6. The method for analyzing bid price data for service projects according to claim 1, characterized in that: In step S3, when performing dedicated access to structured data: It directly connects to a standardized data interface to receive JSON-formatted structured data uploaded by a dedicated quotation tool, and performs data reception, unpacking, and source data recording.
7. The method for analyzing bid price data for service projects according to claim 1, characterized in that: In step S3, when performing precise verification of structured data: To address the field characteristics of JSON-formatted structured data, a three-layer validation logic is designed to comprehensively investigate data anomalies. The validation during data anomaly investigation includes field integrity verification, format compliance verification, and calculation verification.
8. The method for analyzing bid price data for service projects according to claim 1, characterized in that: In step S3, when performing structured data standardization transformation: The validated JSON structured data is standardized and optimized according to unified rules to ensure that the data is fully adapted to subsequent analysis needs. The scope of standardization includes standardization of basic information dimensions, standardization of quotation details dimensions, and standardization of service content dimensions.

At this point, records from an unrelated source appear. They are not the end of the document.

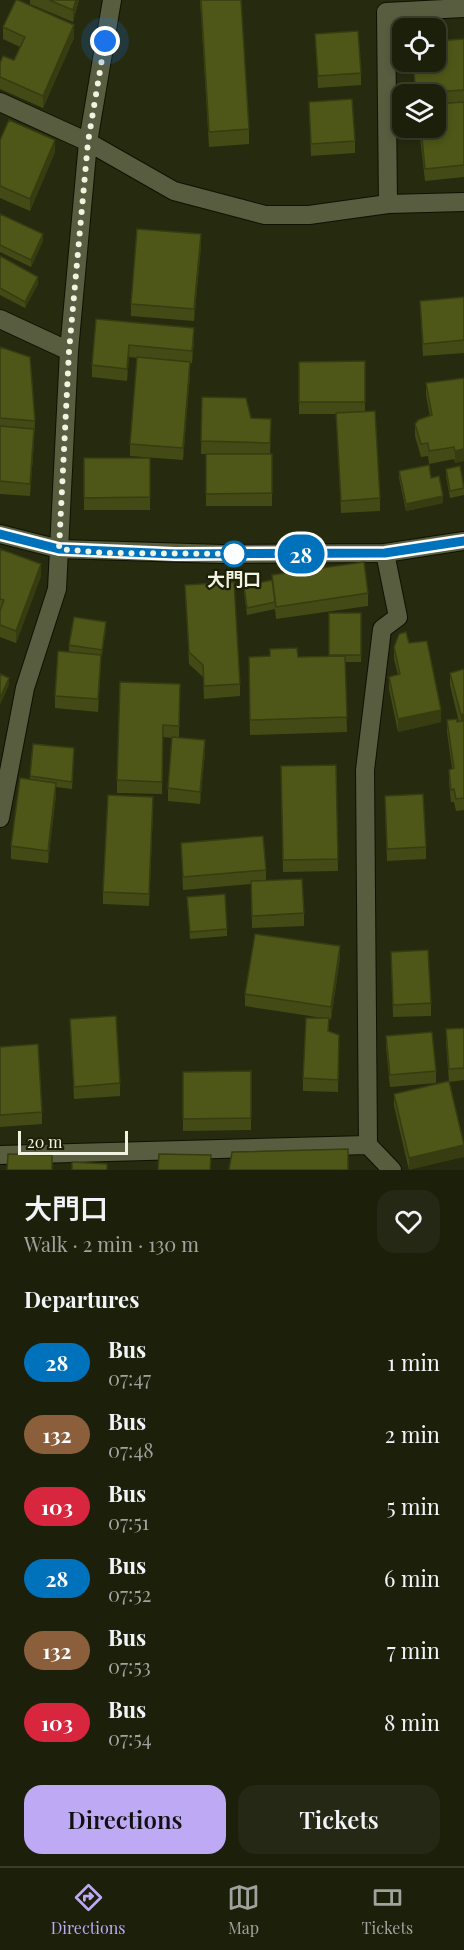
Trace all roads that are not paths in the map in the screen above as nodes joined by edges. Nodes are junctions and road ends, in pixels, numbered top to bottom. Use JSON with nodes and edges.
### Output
{"nodes":[{"id":1,"x":112,"y":0,"type":"edge"},
{"id":2,"x":464,"y":8,"type":"edge"},
{"id":3,"x":0,"y":102,"type":"edge"},
{"id":4,"x":88,"y":142,"type":"junction"},
{"id":5,"x":464,"y":202,"type":"edge"},
{"id":6,"x":388,"y":204,"type":"junction"},
{"id":7,"x":0,"y":320,"type":"edge"},
{"id":8,"x":69,"y":351,"type":"junction"},
{"id":9,"x":0,"y":534,"type":"edge"},
{"id":10,"x":464,"y":541,"type":"edge"},
{"id":11,"x":59,"y":549,"type":"junction"},
{"id":12,"x":385,"y":553,"type":"junction"},
{"id":13,"x":0,"y":818,"type":"edge"},
{"id":14,"x":368,"y":1145,"type":"junction"},
{"id":15,"x":0,"y":1155,"type":"edge"},
{"id":16,"x":392,"y":1170,"type":"edge"}],
"edges":[{"from":1,"to":4,"type":"street"},
{"from":2,"to":6,"type":"street"},
{"from":3,"to":4,"type":"street"},
{"from":4,"to":6,"type":"street"},
{"from":4,"to":8,"type":"street"},
{"from":5,"to":6,"type":"street"},
{"from":7,"to":8,"type":"street"},
{"from":8,"to":11,"type":"street"},
{"from":9,"to":11,"type":"street"},
{"from":10,"to":12,"type":"street"},
{"from":11,"to":12,"type":"street"},
{"from":11,"to":13,"type":"street"},
{"from":12,"to":14,"type":"street"},
{"from":14,"to":15,"type":"street"},
{"from":14,"to":16,"type":"street"}]}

9. The method for analyzing bid price data for service projects according to claim 1, characterized in that: In step S4, during the bid evaluation analysis of service project tender documents: Focusing on two core dimensions—"whether the tender documents are responsive" and "whether there are calculation errors"—and based on current mature practices, the system determines the compliance level of tender documents through standardized verification processes and quantitative validation rules. It accurately identifies various calculation deviations and logical contradictions, outputs clear bid evaluation conclusions, provides objective basis for bid evaluation, and avoids compliance risks and performance disputes.
10. The method for analyzing bid price data for service projects according to claim 1, characterized in that: In step S4, when performing the rationality analysis of the service project bid price document: Once the bid price documents pass the bid clearing analysis, the substantive price analysis can begin. Based on the characteristics of the service project, and focusing on the three core dimensions of "price reasonableness, service cost-effectiveness, and price competitiveness," an end-to-end analysis model is constructed, which includes "data preprocessing → feature engineering → model training → quantitative scoring → result output." The specific analysis includes: the three core dimensions and their sub-indicators, bid weight allocation, core algorithm design and implementation, and comprehensive scoring model algorithm.